Your assignment
Except for images, print the whole listing verbatim.

Data for this exercise
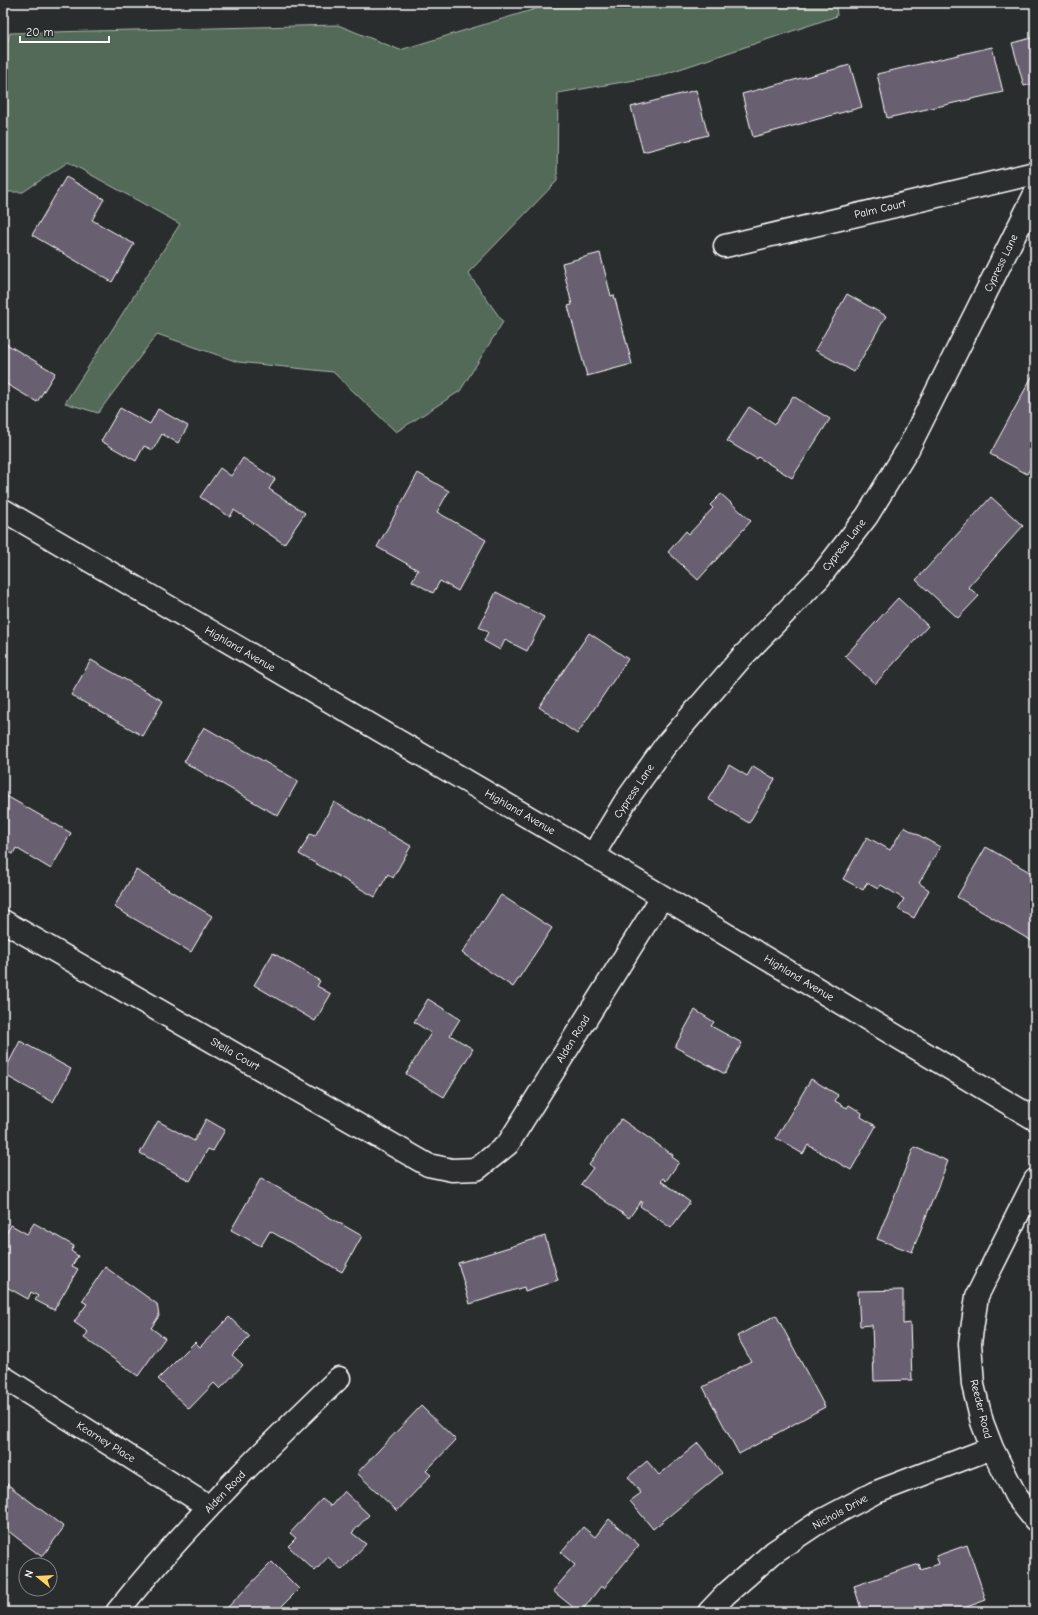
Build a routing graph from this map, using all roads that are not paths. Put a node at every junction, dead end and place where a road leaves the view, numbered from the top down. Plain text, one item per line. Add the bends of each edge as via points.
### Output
1 (1035, 173) edge
2 (1035, 194) edge
3 (725, 246) dead end
4 (3, 510) edge
5 (593, 855) junction
6 (662, 897) junction
7 (3, 921) edge
8 (1035, 1118) edge
9 (473, 1170) joint
10 (1035, 1180) edge
11 (3, 1377) edge
12 (339, 1378) dead end
13 (992, 1448) junction
14 (209, 1507) junction
15 (1035, 1520) edge
16 (117, 1612) edge
17 (709, 1612) edge

1 - 3 street, Palm Court
2 - 5 street, Cypress Lane via 908,449 867,516 819,578 742,657 665,746 625,802
4 - 5 street, Highland Avenue
5 - 6 street, Highland Avenue
6 - 8 street, Highland Avenue
6 - 9 street, Alden Road via 508,1144
7 - 9 street, Stella Court via 428,1165 452,1170
10 - 13 street, Reeder Road via 977,1296 970,1343 973,1385 982,1422
11 - 14 street, Kearney Place
12 - 14 street, Alden Road
13 - 15 street, Reeder Road via 1016,1496
13 - 17 street, Nichols Drive via 874,1493 819,1522 774,1552
14 - 16 street, Alden Road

Written answer
Build a routing graph from this map, using all roads that are not paths. Put a node at every junction, dead end and place where a road leaves the view, numbered from the top down. Plain text, one item per line. Add the bends of each edge as via points.
### Output
1 (1035, 173) edge
2 (1035, 194) edge
3 (725, 246) dead end
4 (3, 510) edge
5 (593, 855) junction
6 (662, 897) junction
7 (3, 921) edge
8 (1035, 1118) edge
9 (473, 1170) joint
10 (1035, 1180) edge
11 (3, 1377) edge
12 (339, 1378) dead end
13 (992, 1448) junction
14 (209, 1507) junction
15 (1035, 1520) edge
16 (117, 1612) edge
17 (709, 1612) edge

1 - 3 street, Palm Court
2 - 5 street, Cypress Lane via 908,449 867,516 819,578 742,657 665,746 625,802
4 - 5 street, Highland Avenue
5 - 6 street, Highland Avenue
6 - 8 street, Highland Avenue
6 - 9 street, Alden Road via 508,1144
7 - 9 street, Stella Court via 428,1165 452,1170
10 - 13 street, Reeder Road via 977,1296 970,1343 973,1385 982,1422
11 - 14 street, Kearney Place
12 - 14 street, Alden Road
13 - 15 street, Reeder Road via 1016,1496
13 - 17 street, Nichols Drive via 874,1493 819,1522 774,1552
14 - 16 street, Alden Road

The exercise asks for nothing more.